**PROBLEM**
Count every line in the entries that follow where the word "Wilibaldo" appears, then state only the total.

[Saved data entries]

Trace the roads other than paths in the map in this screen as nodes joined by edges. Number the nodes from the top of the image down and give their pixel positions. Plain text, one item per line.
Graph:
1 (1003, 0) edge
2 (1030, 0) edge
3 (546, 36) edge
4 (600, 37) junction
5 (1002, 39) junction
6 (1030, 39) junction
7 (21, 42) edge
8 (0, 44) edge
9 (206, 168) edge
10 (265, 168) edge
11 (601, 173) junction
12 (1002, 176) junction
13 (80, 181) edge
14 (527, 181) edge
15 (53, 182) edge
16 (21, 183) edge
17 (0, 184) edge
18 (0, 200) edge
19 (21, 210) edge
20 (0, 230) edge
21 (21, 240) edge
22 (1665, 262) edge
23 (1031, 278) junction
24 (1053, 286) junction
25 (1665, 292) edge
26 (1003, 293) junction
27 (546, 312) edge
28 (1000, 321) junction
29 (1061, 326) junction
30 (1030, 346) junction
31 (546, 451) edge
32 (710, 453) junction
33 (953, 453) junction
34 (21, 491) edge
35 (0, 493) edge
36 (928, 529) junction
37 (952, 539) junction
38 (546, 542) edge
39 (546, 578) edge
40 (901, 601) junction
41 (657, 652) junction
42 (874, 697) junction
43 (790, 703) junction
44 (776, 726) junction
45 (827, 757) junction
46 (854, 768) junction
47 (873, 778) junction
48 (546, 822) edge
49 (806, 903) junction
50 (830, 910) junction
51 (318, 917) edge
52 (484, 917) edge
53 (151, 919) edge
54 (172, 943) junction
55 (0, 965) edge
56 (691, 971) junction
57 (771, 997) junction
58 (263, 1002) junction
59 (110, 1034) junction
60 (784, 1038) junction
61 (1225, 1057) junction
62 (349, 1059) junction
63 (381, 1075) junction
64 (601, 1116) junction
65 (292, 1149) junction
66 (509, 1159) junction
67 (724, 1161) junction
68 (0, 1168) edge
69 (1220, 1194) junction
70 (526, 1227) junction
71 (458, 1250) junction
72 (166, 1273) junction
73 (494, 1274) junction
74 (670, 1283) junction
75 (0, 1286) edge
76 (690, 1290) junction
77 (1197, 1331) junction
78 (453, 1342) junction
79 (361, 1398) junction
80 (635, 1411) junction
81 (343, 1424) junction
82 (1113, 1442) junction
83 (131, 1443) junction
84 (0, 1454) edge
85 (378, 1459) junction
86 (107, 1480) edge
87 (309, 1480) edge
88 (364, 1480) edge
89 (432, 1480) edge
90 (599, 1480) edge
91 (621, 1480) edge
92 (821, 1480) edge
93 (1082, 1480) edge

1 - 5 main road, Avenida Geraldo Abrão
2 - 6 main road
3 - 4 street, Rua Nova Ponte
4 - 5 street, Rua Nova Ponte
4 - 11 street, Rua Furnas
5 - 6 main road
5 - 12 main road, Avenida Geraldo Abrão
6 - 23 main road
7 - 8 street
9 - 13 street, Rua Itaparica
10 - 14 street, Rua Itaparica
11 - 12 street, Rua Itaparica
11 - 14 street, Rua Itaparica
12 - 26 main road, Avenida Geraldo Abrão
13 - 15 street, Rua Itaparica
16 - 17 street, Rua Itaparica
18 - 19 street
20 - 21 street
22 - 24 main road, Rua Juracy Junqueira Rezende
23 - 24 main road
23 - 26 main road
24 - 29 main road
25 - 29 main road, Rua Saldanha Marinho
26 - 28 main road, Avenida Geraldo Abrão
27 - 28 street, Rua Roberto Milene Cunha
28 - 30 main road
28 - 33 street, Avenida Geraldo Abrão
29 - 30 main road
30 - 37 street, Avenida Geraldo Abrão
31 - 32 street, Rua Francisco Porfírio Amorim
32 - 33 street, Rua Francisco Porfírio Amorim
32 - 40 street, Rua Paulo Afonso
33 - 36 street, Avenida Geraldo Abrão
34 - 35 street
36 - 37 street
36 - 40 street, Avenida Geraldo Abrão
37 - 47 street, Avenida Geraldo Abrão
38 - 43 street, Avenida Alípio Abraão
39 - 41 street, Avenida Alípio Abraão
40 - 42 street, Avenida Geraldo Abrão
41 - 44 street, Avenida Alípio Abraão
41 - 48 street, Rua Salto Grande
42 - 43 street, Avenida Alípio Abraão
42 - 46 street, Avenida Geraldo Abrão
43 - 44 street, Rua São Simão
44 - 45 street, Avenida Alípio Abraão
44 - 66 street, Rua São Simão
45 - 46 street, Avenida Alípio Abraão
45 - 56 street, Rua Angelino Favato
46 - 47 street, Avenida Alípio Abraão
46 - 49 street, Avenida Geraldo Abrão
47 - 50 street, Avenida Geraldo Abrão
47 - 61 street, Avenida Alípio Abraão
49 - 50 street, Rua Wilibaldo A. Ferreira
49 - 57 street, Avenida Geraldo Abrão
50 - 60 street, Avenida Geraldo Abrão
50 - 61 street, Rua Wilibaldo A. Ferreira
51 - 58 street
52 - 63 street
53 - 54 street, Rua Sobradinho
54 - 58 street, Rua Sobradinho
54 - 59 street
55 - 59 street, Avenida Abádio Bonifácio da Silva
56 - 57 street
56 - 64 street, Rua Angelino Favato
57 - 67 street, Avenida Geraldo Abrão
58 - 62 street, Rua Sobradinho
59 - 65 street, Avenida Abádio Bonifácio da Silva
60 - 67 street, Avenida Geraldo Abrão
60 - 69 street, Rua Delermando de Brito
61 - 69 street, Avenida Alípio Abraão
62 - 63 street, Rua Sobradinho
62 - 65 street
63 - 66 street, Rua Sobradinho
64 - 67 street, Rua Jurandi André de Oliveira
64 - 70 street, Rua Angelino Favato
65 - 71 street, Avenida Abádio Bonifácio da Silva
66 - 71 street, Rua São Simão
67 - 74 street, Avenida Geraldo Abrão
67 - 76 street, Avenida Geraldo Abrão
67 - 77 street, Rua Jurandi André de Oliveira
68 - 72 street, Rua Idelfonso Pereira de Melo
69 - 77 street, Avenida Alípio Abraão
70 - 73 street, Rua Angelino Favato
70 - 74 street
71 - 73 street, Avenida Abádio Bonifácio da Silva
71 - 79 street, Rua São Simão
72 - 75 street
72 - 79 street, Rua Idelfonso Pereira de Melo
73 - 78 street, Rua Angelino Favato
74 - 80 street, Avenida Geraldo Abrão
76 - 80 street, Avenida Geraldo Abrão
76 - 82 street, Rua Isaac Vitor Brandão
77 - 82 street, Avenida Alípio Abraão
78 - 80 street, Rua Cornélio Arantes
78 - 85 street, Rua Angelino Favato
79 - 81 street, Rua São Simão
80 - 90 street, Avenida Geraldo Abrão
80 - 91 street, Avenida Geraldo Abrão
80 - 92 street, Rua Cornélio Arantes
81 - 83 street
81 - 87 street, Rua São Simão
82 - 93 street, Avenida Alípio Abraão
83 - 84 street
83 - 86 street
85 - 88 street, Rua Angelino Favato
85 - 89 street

**SOLUTION FOR THIS TASK**
2